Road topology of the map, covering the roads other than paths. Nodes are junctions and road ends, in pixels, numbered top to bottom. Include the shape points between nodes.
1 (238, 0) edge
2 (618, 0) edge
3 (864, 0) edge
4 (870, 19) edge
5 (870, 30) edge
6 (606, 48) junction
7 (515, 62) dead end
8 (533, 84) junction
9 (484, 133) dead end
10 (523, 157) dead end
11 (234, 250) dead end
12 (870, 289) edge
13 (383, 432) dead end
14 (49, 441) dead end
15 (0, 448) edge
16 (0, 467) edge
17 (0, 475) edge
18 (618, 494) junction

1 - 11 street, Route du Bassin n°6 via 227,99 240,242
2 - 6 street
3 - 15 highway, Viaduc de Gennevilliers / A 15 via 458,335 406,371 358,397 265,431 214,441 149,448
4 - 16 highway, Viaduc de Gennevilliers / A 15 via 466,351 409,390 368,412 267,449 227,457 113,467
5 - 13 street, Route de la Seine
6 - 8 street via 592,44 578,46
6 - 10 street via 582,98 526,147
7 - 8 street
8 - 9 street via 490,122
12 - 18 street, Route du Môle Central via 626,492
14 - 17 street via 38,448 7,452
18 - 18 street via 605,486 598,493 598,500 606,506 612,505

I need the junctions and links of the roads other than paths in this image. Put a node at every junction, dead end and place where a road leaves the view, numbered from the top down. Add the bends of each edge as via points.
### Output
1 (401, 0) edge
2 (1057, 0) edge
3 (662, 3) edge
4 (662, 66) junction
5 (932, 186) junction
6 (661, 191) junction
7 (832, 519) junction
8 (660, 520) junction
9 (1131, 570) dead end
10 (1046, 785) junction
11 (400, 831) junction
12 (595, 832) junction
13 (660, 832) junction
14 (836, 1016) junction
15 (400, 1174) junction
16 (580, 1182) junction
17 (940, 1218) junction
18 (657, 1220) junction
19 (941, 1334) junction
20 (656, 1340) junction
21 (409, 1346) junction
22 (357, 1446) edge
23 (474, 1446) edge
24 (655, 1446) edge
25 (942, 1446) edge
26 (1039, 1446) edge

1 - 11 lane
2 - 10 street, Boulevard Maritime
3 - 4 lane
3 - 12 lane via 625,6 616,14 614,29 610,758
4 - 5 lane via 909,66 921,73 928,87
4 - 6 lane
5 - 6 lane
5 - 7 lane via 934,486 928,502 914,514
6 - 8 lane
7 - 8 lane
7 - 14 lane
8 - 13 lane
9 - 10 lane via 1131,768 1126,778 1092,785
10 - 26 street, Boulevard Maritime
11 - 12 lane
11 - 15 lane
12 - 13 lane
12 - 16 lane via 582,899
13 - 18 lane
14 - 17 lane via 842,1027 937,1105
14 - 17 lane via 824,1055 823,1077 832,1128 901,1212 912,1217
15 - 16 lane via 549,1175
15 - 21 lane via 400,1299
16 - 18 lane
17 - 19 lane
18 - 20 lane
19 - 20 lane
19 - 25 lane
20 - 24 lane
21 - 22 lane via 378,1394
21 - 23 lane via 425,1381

::::::

WORK INSTRUCTIONS -
Determine the count of lines in the data that contain the string "points", and reply with that count alone.

EXERCISE RESPONSE -
2